§ **About this task**: All lines in the records that carry the string "Судовая" are to be shown.
-- Available data follows --
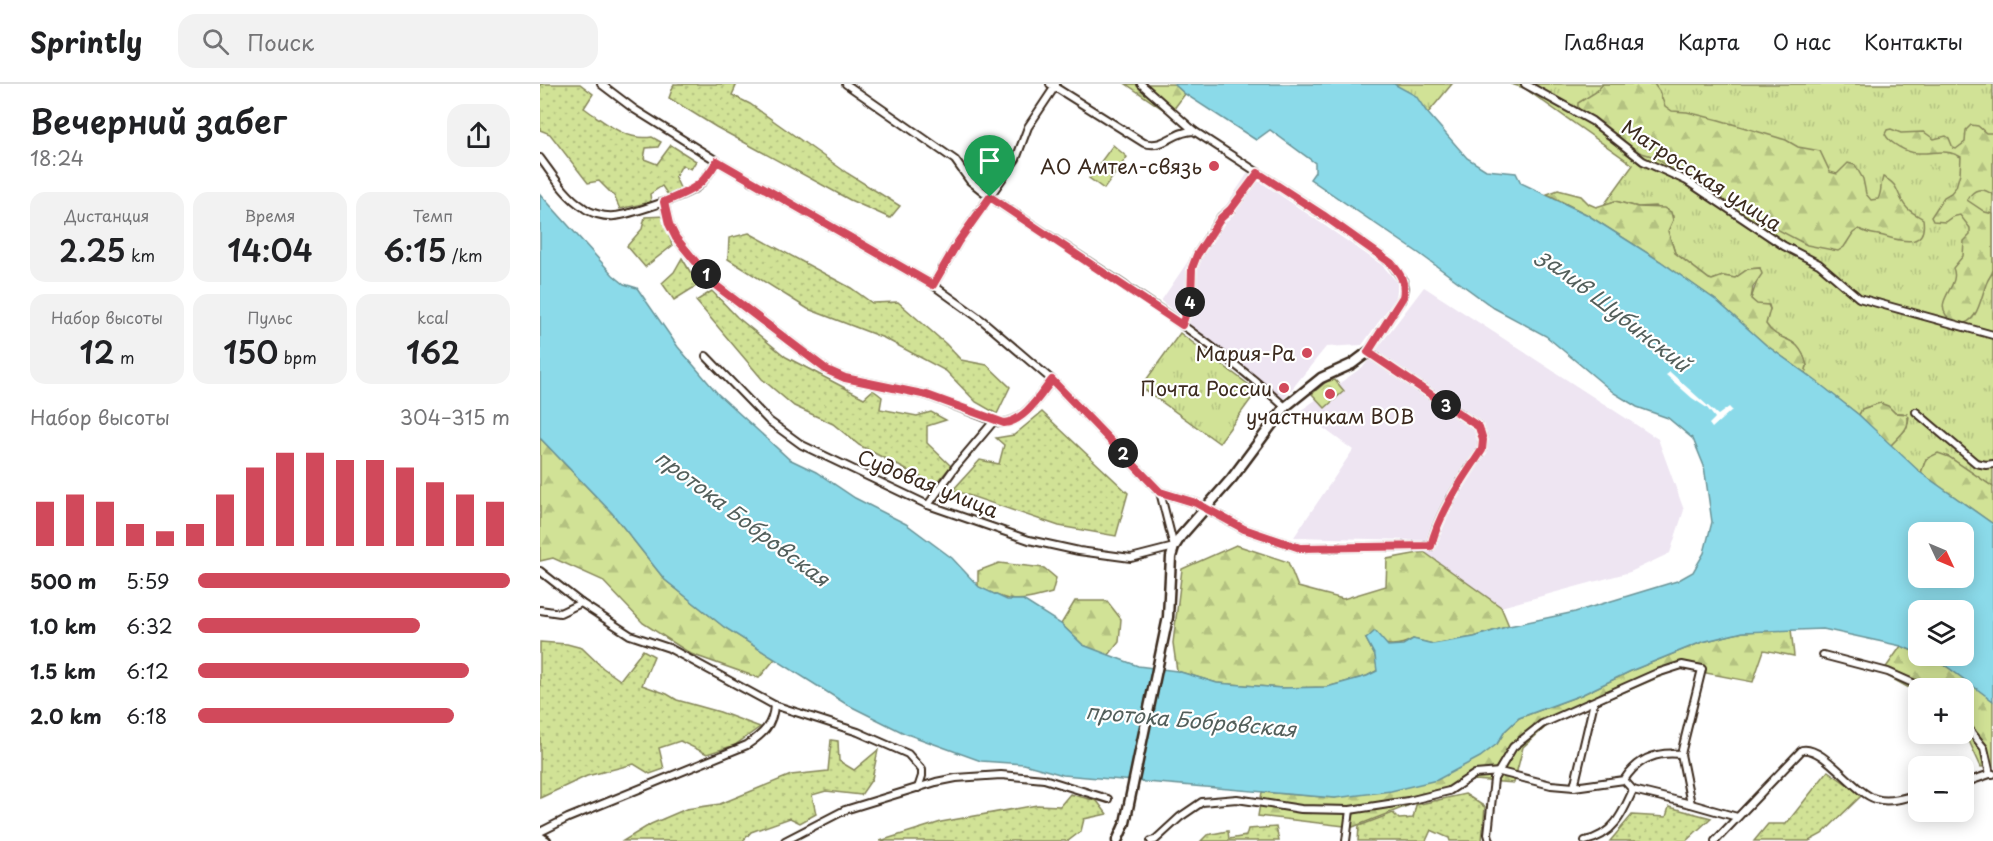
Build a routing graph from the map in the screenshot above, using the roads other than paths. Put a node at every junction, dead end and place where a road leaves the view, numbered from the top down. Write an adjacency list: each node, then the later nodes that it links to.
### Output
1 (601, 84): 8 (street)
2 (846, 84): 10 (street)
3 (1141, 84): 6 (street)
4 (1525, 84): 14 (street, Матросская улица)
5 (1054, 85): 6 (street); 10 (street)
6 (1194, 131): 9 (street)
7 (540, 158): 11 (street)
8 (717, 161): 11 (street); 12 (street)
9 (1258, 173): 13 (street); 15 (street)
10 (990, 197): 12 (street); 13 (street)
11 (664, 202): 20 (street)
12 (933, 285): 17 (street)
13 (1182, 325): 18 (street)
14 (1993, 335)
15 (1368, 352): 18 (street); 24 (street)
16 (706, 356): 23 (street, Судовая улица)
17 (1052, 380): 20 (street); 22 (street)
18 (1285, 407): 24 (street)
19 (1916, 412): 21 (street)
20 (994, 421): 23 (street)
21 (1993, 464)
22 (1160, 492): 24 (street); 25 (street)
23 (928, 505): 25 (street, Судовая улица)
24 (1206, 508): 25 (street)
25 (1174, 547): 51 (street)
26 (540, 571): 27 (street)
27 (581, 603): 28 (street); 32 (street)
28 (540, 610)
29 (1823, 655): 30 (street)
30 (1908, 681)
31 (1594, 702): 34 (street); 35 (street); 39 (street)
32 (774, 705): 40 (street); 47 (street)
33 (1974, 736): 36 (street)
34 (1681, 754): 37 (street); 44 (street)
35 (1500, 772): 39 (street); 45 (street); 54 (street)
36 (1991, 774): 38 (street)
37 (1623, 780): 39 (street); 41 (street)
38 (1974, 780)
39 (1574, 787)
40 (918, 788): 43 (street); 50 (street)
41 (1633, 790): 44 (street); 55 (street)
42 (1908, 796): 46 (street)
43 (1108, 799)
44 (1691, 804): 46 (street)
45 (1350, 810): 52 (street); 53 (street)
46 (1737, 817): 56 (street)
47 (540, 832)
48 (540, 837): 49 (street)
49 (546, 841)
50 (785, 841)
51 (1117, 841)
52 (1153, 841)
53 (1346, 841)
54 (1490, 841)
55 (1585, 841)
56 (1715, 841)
-- Available data concluded --
§ **Response for this exercise**:
16 (706, 356): 23 (street, Судовая улица)
23 (928, 505): 25 (street, Судовая улица)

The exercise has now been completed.